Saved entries

──────────

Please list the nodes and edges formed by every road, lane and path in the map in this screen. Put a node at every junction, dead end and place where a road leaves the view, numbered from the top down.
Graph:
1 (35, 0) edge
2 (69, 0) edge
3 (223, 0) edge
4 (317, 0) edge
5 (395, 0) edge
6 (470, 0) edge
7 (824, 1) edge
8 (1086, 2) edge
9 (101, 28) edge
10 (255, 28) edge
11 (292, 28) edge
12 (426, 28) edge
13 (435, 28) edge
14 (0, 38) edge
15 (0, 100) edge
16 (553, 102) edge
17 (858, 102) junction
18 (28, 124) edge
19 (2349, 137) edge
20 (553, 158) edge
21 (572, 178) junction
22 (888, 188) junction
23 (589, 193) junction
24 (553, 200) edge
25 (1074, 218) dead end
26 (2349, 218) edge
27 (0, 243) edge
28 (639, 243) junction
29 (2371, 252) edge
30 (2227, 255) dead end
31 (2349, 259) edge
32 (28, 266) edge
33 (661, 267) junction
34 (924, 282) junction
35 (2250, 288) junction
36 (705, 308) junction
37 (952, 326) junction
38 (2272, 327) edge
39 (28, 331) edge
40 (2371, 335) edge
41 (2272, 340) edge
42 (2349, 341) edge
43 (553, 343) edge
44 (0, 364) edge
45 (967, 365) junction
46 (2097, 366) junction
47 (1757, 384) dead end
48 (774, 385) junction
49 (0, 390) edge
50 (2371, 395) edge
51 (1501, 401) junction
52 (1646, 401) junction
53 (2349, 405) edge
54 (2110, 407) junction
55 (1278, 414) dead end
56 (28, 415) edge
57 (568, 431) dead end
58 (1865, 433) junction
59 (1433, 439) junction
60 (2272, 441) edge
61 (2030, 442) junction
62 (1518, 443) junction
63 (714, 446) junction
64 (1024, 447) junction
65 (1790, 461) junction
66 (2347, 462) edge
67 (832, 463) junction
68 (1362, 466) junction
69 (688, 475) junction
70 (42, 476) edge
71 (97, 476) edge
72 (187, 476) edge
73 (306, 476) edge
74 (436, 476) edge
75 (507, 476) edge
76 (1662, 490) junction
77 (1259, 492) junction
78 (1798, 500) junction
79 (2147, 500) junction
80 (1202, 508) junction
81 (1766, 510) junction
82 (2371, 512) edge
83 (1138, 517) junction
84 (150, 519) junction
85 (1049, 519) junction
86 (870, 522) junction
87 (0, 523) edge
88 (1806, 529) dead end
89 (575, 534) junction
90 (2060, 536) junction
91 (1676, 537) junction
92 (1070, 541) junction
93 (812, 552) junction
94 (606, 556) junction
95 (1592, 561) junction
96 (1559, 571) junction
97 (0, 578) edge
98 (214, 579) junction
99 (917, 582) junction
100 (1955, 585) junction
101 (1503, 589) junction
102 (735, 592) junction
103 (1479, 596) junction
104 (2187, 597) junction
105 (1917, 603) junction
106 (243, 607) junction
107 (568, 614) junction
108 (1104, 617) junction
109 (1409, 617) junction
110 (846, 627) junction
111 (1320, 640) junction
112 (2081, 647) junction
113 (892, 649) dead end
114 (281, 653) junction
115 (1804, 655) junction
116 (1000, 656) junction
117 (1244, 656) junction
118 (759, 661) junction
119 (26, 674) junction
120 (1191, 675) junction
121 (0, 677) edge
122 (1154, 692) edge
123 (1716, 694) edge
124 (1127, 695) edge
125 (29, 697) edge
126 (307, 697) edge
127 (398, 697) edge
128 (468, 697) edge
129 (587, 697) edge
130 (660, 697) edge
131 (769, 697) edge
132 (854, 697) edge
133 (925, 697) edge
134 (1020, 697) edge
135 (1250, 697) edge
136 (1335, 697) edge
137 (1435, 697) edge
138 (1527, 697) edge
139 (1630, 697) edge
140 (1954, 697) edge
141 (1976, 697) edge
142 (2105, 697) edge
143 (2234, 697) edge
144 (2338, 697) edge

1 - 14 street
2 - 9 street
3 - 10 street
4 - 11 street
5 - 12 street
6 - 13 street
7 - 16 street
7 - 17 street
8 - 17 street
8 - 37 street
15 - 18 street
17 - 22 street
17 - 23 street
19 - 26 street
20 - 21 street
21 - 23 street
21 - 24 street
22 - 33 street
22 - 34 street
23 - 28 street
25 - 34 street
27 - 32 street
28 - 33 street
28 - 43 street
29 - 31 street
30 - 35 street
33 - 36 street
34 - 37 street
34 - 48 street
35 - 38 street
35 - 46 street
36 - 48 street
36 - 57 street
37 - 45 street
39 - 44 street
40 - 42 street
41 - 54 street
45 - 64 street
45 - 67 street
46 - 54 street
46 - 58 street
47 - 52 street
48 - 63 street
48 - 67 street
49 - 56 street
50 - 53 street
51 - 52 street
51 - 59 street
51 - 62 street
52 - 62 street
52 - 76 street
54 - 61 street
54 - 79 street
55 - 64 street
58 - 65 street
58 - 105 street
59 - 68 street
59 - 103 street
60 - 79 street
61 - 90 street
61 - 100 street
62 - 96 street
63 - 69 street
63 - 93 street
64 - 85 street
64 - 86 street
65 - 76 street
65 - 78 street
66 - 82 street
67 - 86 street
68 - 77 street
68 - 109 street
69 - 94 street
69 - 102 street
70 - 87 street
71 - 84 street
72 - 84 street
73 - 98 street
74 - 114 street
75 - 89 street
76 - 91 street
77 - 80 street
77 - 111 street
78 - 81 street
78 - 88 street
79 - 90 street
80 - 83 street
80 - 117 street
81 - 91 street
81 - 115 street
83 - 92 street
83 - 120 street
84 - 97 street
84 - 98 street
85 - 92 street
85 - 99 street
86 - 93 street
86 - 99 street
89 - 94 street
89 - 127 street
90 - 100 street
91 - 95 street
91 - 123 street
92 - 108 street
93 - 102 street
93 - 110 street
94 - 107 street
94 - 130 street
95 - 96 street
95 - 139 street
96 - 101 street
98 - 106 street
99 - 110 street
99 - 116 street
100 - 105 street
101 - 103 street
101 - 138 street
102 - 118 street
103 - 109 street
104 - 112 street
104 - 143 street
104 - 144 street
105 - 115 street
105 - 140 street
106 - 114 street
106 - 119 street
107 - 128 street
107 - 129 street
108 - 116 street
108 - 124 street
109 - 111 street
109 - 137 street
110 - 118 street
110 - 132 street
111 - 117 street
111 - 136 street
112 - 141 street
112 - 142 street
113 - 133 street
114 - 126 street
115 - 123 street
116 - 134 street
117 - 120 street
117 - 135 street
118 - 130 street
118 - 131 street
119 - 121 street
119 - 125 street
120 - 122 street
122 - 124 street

──────────

Work to complete >>
Write out each line above that contains the word "dead".

Written response >>
Please list the nodes and edges formed by every road, lane and path in the map in this screen. Put a node at every junction, dead end and place where a road leaves the view, numbered from the top down.
25 (1074, 218) dead end
30 (2227, 255) dead end
47 (1757, 384) dead end
55 (1278, 414) dead end
57 (568, 431) dead end
88 (1806, 529) dead end
113 (892, 649) dead end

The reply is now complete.